Depending on the turn out you get for this one, might I suggest planning a contest like this quarterly like every 3 months or so.



iamgray said:


> Does a major overhaul/refurbishing count as DIY for this contest? Also, does it count as DIY if I designed things (specifically the lid) but didn't personally do the welding to put it together?


In my non-official opinion it would, as long as you are building/modifying something to be useful (or useful once again). With the lid I would say yes to because designing it is apart of making it plus there might be other people here with welding skills that would like to see what you had constructed and how! Of course these are just my opinions, bear is the master and commander!


----------



## bearwithfish (Sep 29, 2009)

zof said:


> bear is the master and commander!


if it were only so my friend.. 

hmmm quarterly huh??? i dont know let me bring that back to talk with te other mods and the admin and see how we vote on that one.. you make a valid point with time frame and all... i will post about the teams decision in the near future....


----------



## bearwithfish (Sep 29, 2009)

after putting forth the suggestion of having the contest run a bit longer the Team has decided that it is in fact a great idea!!! that said we will extend the dead line for this one until October 30th and start votes on November 1st.... 
a big thank you to zof for the recommendation and please folks continue to put those ideas forward....


----------



## SinCrisis (Aug 7, 2008)

Ohhhhh.... now im gonna get in this contest, I should be able to get it done in time...


----------



## greenkiwi (Sep 16, 2010)

SinCrisis said:


> Ohhhhh.... now im gonna get in this contest, I should be able to get it done in time...

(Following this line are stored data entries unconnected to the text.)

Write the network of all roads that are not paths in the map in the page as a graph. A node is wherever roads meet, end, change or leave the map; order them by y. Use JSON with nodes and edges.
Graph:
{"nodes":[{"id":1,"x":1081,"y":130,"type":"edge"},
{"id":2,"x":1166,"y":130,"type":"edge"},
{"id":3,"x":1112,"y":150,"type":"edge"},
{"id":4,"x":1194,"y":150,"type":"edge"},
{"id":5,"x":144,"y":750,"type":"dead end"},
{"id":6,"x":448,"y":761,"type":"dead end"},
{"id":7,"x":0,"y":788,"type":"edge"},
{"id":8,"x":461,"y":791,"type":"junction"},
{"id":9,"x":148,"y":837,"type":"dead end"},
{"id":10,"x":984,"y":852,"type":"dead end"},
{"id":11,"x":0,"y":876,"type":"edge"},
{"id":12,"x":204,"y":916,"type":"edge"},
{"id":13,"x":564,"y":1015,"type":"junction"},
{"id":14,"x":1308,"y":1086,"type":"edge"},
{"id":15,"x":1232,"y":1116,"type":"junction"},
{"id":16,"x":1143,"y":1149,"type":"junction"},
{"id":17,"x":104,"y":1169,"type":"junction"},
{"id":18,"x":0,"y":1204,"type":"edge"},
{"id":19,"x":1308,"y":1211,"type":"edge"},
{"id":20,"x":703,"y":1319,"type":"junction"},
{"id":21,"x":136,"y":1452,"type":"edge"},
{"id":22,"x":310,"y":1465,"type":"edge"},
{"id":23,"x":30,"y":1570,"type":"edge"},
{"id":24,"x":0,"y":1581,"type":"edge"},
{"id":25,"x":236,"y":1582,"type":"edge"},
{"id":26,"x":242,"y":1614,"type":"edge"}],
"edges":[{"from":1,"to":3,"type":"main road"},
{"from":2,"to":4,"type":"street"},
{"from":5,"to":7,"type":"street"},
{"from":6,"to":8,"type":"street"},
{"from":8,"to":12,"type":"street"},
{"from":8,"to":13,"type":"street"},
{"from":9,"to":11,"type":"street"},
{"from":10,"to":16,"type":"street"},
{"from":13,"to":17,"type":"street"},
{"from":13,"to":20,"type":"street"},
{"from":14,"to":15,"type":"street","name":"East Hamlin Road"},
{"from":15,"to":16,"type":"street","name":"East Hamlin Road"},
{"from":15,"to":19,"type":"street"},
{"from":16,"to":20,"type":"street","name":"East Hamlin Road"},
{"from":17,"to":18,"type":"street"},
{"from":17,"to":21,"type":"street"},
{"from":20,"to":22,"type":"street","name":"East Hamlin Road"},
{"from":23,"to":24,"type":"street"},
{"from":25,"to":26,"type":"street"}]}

Nice! :-D Welcome to the club.


----------



## SinCrisis (Aug 7, 2008)

Ordered my stuff today, fyi for everyone here who works with or wants to work with acrylic, weld-on is a bit pricey and hard to find in stores, had to order mine online, 4 ounces of it was 6 bucks.


----------



## ram50 (Sep 21, 2010)

I like seeing all the projects that are popping up!! lets keep it up!!!!


----------



## bearwithfish (Sep 29, 2009)

we still have plenty of time for entries into the contest folks.... the more we have the better it gets...


----------



## bearwithfish (Sep 29, 2009)

18 days left o enter the DIY contest!!!!!


----------



## SinCrisis (Aug 7, 2008)

What happens if we do not complete our projects before the nd of this month? Do we get rated on how far we got or do we get disqualified? I was looking at what i want for my project and I am not so sure I will make the deadline. Work has been busier than usual and the reduced daylight hours make working on this difficult. :-/


----------



## bearwithfish (Sep 29, 2009)

let me look at your thread again (i understand busyness) and i will post later today on that....


----------



## bearwithfish (Sep 29, 2009)

unfortunately because this project is one (that is to say you are not doing two or more projects combined into one build) i would have to say that it would be put out of the running for this one but could be entered in the following contest... this would only be fair as i am sure once you are complete you will want to show off the whole project from start to finish... keep in mind it does not need to be in operation but it should be done and tested for issues...


----------



## SinCrisis (Aug 7, 2008)

Well i guess ill just try my best to finish this before the deadline.. It's gonna be tight...


----------



## bearwithfish (Sep 29, 2009)

i really an sorry man just trying to be fair about the whole thing.. you know? again if you are not able to complete for this one there is the next comp to enter into ....


----------



## SinCrisis (Aug 7, 2008)

OH i totally understand about the fairness thing. I figured it would be disqualified. There are just some good projects up for this competition and i want to see how i stack up against them.


----------



## bearwithfish (Sep 29, 2009)

once complete you are going to be a great competition for any who enter!! this project is very innovative and creative.. i can not wait to see it as you move forward...


----------



## ram50 (Sep 21, 2010)

Hope everyone is working hard to get there project done..... Not long left.


----------



## zof (Apr 23, 2010)

HA! All my stuff wont be here until the weekend! I only work good under pressure!!!!


----------



## ram50 (Sep 21, 2010)

zof said:


> HA! All my stuff wont be here until the weekend! I only work good under pressure!!!!


 
talk about being under the gun!!! I send all the luck and good karma your way!!


----------



## SinCrisis (Aug 7, 2008)

zof said:


> HA! All my stuff wont be here until the weekend! I only work good under pressure!!!!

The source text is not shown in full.